The problem with MMOs in a general sense is - I'm not sure how to verbalize this, maybe it's instant gratification, a lack of patience. When a game launches, people spend 40 hours a week online, treat it like a job (when I raid, I probably take it more seriously than any job I've ever had), rushing through to the end game as quickly as they can, and then complain when they're bored after doing the same thing every night for three months. It's rush rush rush, burn out, move to the next game, rush rush rush, burn out, move to the next next game. And it happens with every single MMO that comes out. The reality of it is that none of these games (including WoW) ever settle into what they really are until months and months after release. But by that point half or more of the playerbase has already left for the next greener pasture. The cycle never ends.
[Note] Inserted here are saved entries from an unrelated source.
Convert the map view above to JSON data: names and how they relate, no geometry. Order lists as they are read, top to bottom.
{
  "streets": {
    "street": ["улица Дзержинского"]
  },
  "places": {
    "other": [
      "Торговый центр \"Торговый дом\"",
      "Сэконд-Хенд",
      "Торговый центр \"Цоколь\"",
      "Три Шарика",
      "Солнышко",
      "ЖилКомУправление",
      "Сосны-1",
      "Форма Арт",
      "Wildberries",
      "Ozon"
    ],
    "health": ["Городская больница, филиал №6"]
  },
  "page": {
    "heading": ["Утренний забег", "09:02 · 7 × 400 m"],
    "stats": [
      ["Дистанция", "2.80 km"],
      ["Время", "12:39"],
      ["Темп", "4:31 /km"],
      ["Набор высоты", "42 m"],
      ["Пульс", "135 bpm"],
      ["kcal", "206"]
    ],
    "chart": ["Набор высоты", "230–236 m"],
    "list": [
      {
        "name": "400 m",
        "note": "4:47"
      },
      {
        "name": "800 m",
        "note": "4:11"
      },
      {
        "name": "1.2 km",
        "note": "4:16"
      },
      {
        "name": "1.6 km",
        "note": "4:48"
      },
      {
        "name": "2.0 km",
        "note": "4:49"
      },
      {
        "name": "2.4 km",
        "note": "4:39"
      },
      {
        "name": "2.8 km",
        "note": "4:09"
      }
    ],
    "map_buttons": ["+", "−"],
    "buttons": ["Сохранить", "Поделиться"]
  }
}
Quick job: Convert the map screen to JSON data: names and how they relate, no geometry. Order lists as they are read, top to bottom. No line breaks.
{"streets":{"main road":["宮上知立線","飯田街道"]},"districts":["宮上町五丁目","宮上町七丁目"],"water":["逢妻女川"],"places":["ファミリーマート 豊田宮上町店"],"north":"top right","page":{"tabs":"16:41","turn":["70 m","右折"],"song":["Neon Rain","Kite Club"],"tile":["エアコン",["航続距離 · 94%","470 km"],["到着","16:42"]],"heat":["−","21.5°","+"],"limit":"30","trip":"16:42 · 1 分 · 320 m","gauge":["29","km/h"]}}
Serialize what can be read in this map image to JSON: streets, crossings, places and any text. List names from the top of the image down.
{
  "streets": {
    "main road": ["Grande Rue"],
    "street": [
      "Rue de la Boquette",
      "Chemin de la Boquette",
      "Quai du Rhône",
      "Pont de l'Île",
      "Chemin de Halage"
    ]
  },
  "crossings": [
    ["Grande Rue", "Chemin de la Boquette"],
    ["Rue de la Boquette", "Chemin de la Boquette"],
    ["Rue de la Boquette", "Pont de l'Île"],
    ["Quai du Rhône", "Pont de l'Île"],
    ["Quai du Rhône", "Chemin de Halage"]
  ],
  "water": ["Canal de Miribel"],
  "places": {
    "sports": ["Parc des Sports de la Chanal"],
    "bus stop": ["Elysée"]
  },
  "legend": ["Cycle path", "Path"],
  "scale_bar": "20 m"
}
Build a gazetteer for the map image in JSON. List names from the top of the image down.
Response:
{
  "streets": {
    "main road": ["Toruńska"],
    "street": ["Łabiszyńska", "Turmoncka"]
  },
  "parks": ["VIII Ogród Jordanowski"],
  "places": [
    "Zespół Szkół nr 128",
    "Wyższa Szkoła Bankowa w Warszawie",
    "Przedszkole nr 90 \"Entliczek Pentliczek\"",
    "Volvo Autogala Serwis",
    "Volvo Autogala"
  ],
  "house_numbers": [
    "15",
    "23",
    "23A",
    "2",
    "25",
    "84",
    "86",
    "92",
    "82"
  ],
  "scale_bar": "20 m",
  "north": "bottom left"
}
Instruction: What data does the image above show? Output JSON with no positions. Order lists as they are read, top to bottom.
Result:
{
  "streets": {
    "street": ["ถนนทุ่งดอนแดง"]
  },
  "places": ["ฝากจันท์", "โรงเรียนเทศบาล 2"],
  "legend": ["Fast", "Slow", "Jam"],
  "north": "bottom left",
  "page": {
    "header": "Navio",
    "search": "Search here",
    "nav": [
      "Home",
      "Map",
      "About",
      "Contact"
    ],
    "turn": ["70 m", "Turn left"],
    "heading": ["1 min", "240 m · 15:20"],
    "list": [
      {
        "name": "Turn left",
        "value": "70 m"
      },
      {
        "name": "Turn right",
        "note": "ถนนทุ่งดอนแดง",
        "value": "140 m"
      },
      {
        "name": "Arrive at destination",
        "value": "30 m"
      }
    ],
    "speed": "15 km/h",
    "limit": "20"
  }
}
I actually tend to wait until 6 or more months after launch to start playing, because by that time the game's are usually pretty set. The games I play from launch I tend to quit fairly quickly (I think my first run in WoW lasted 8 or 9 months - I came back about 8 months after that for another 6 months). When I come into more mature games I tend to stay longer. By that time I usually find that there's an established, dedicated playerbase and most of the people I don't enjoy playing with (I call them "WoW kiddies" these days) are gone, and I'm hitting around the time that the first major expansion hits. I did that with Everquest (my first MMO) and played more than a year - actually quit that because I was spending all my waking hours online. I did that with LotRO and played for more than 3 years.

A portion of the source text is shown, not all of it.